* _YOUR TASK_
Look for the word "that". Copy every line of the listing where it occurs.

* _DATA SUPPLIED_
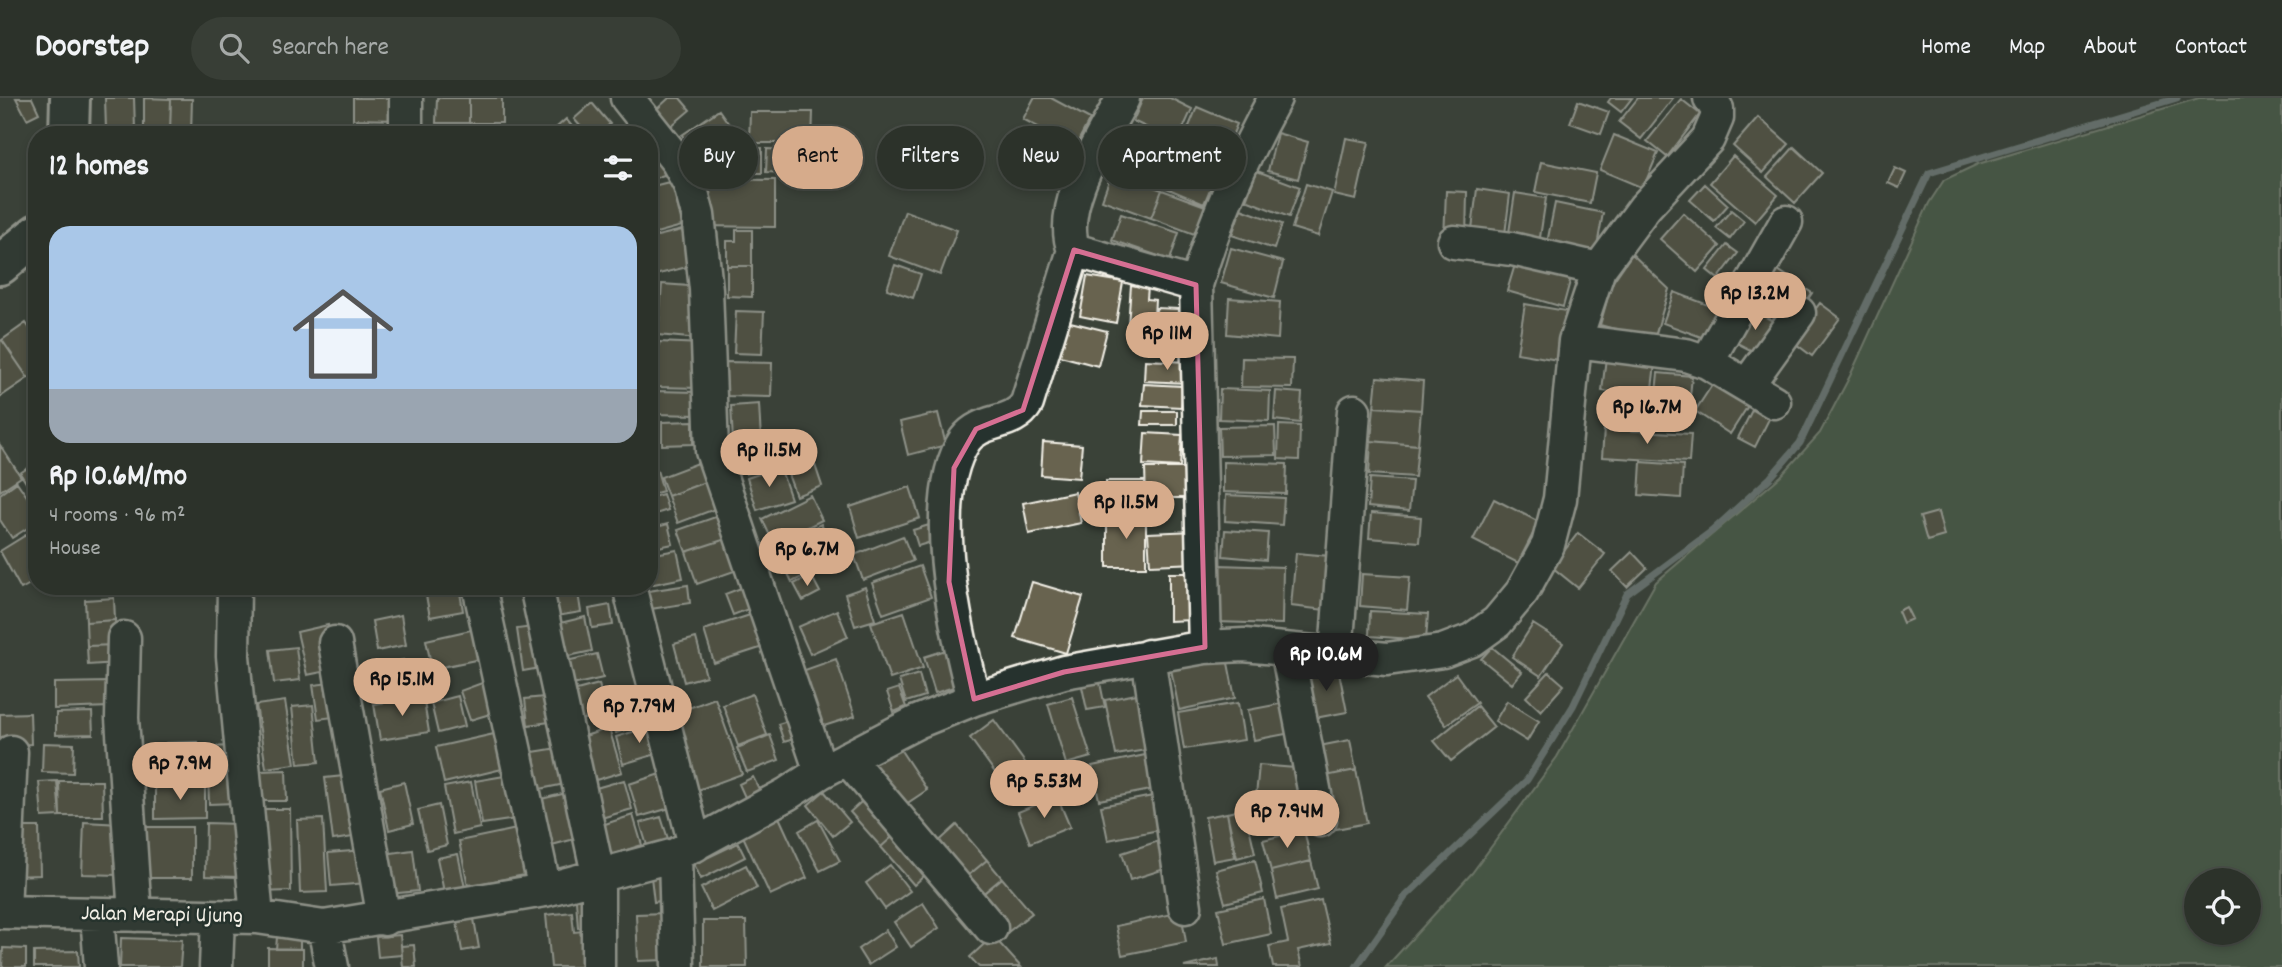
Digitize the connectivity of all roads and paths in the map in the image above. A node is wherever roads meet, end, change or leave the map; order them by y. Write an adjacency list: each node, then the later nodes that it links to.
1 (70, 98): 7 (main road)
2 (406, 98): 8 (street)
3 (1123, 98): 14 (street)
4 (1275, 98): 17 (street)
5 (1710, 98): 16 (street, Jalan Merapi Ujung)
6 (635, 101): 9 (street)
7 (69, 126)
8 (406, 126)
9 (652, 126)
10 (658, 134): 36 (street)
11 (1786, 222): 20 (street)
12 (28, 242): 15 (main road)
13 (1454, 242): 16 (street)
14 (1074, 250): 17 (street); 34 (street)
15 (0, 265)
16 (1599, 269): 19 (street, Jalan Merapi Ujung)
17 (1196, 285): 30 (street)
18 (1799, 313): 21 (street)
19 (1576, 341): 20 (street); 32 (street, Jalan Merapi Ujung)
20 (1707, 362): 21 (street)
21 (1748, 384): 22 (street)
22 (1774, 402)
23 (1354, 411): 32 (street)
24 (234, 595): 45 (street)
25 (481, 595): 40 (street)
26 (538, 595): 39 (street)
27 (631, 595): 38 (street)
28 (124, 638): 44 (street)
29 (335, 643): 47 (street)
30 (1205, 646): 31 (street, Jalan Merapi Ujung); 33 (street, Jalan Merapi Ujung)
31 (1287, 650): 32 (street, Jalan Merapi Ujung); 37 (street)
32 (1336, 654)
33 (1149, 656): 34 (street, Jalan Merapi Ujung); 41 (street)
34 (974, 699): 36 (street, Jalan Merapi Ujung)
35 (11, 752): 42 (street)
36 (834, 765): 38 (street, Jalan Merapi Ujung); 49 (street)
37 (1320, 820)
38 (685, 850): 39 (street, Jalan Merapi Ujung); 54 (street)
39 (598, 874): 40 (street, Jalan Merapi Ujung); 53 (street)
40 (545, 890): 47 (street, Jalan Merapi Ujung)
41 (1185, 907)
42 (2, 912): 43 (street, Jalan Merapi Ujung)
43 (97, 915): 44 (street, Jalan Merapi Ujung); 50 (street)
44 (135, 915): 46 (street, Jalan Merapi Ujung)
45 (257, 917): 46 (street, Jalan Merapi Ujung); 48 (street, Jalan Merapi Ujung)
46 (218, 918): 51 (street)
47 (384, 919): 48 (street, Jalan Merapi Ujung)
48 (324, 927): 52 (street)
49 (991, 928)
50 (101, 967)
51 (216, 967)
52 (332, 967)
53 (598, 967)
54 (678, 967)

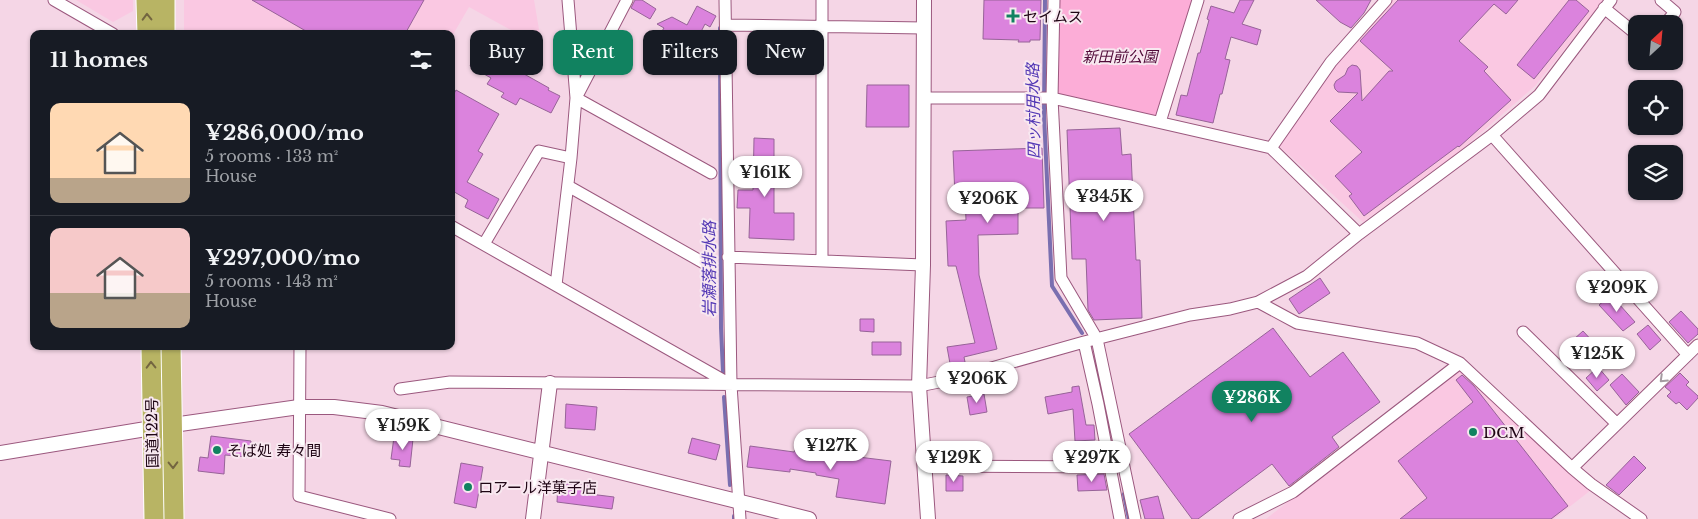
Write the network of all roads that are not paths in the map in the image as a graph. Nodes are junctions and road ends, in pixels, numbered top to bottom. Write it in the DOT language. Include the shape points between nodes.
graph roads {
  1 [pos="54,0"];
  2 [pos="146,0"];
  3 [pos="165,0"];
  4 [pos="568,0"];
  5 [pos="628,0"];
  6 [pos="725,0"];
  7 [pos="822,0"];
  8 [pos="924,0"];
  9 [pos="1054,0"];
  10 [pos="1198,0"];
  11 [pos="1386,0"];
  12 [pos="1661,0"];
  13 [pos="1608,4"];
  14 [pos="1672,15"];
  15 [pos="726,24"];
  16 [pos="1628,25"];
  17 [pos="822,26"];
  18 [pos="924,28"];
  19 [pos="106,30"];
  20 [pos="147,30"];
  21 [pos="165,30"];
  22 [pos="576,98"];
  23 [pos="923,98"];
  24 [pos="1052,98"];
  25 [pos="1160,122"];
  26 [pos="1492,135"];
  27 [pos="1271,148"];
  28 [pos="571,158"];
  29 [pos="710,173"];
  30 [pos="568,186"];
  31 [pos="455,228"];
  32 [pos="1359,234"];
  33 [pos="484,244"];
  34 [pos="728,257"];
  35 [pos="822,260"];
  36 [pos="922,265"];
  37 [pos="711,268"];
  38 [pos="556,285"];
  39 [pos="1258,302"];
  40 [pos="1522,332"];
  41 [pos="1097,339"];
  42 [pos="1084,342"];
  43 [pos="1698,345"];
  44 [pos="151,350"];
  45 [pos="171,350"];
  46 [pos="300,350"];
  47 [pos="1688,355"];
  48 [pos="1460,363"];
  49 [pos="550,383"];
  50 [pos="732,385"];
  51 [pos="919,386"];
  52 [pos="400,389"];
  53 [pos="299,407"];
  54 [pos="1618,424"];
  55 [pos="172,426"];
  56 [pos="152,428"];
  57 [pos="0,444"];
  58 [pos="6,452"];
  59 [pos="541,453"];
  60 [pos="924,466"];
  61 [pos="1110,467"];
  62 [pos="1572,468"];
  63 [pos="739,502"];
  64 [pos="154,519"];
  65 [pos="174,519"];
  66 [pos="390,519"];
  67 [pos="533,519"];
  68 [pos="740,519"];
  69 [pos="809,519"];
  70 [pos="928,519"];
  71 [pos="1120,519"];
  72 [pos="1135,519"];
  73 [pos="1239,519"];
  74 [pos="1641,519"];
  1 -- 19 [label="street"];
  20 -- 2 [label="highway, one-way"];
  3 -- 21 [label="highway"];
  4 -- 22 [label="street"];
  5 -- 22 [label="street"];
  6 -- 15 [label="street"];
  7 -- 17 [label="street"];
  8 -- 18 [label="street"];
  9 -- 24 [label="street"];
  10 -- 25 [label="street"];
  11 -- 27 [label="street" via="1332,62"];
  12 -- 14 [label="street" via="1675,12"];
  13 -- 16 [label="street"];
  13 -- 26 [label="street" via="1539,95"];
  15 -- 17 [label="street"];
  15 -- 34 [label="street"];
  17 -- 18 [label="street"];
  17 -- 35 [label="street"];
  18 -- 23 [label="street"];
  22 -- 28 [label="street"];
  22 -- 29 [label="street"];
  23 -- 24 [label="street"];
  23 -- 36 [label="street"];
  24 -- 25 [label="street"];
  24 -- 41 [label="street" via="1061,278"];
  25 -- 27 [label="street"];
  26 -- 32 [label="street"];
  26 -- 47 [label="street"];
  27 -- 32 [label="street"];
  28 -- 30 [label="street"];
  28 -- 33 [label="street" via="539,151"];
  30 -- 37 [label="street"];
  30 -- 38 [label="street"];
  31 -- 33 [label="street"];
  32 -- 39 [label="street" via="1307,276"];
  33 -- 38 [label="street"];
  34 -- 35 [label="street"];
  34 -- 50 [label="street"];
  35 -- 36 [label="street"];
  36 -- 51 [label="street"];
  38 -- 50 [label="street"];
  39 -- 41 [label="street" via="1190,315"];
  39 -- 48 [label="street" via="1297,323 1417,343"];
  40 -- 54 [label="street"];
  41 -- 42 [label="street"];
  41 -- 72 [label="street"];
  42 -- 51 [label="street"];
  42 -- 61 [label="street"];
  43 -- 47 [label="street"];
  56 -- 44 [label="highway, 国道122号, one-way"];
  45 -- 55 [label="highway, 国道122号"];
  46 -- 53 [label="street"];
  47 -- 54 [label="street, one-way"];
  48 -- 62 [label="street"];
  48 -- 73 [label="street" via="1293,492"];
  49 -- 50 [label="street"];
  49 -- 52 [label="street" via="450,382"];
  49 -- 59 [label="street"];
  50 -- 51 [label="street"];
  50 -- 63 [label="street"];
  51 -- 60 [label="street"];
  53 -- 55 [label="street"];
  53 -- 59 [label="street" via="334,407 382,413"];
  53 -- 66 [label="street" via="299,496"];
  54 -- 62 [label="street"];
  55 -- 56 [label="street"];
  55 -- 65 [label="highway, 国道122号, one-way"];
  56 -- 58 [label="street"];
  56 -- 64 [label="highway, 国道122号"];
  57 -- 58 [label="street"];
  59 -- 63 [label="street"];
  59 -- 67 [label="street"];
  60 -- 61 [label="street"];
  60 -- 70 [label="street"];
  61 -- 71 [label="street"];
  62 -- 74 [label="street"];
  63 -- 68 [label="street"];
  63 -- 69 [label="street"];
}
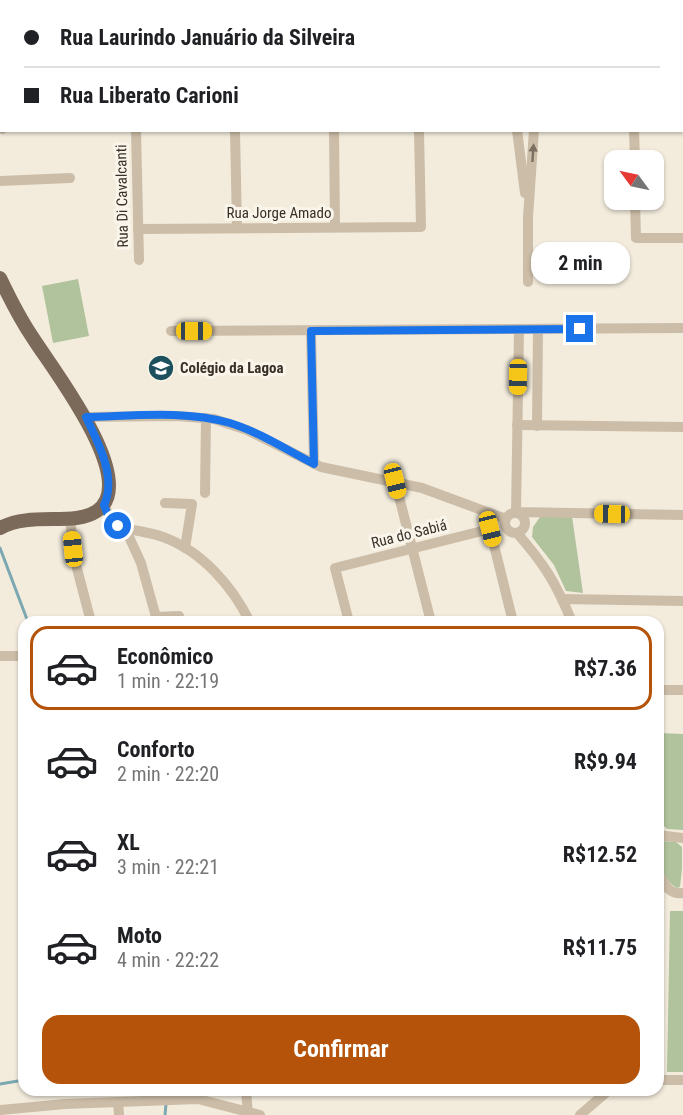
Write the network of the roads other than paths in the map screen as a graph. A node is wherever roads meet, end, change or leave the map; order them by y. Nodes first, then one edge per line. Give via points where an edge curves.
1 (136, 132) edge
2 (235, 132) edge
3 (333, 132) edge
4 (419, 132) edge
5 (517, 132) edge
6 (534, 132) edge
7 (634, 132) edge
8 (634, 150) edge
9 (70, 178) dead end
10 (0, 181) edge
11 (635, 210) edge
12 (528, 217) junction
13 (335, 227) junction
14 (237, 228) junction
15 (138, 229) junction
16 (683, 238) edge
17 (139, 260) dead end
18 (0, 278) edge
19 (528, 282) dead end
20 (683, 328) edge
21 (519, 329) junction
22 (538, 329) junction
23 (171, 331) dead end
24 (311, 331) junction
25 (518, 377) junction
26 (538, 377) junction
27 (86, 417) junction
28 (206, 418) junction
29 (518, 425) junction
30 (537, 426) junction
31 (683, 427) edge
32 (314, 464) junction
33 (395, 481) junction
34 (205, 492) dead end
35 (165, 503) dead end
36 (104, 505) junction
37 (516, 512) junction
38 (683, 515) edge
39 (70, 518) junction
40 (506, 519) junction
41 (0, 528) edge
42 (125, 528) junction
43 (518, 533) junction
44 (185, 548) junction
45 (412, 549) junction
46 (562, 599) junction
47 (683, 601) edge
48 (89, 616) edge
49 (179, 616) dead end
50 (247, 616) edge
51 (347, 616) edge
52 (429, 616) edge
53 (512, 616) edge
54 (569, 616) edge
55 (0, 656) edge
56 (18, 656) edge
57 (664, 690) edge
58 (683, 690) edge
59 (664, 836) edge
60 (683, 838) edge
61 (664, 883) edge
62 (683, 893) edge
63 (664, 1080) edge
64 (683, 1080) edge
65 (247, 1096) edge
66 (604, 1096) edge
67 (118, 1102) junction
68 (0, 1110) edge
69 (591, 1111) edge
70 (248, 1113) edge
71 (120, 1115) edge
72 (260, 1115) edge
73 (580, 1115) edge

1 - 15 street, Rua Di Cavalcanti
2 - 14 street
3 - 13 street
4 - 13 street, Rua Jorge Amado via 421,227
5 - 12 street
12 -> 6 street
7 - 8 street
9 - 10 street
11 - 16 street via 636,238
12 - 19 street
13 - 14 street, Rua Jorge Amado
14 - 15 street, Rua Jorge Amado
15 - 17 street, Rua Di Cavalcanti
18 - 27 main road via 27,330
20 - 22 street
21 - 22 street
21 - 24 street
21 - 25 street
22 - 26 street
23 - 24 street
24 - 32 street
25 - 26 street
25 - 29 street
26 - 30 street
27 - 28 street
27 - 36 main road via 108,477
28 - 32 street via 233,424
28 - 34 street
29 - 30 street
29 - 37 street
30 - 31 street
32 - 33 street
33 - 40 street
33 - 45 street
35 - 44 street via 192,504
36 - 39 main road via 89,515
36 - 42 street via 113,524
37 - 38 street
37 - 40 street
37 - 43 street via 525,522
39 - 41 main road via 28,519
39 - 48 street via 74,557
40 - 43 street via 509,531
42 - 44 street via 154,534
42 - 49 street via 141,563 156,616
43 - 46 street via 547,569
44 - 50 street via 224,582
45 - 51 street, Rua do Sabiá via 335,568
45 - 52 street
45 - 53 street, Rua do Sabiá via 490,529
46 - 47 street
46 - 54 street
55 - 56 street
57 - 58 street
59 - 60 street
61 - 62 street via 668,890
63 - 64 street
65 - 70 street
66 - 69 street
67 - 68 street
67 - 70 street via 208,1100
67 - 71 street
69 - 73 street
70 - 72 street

* _REPLY TO THE TASK_
Digitize the connectivity of all roads and paths in the map in the image above. A node is wherever roads meet, end, change or leave the map; order them by y. Write an adjacency list: each node, then the later nodes that it links to.
Write the network of all roads that are not paths in the map in the image as a graph. Nodes are junctions and road ends, in pixels, numbered top to bottom. Write it in the DOT language. Include the shape points between nodes.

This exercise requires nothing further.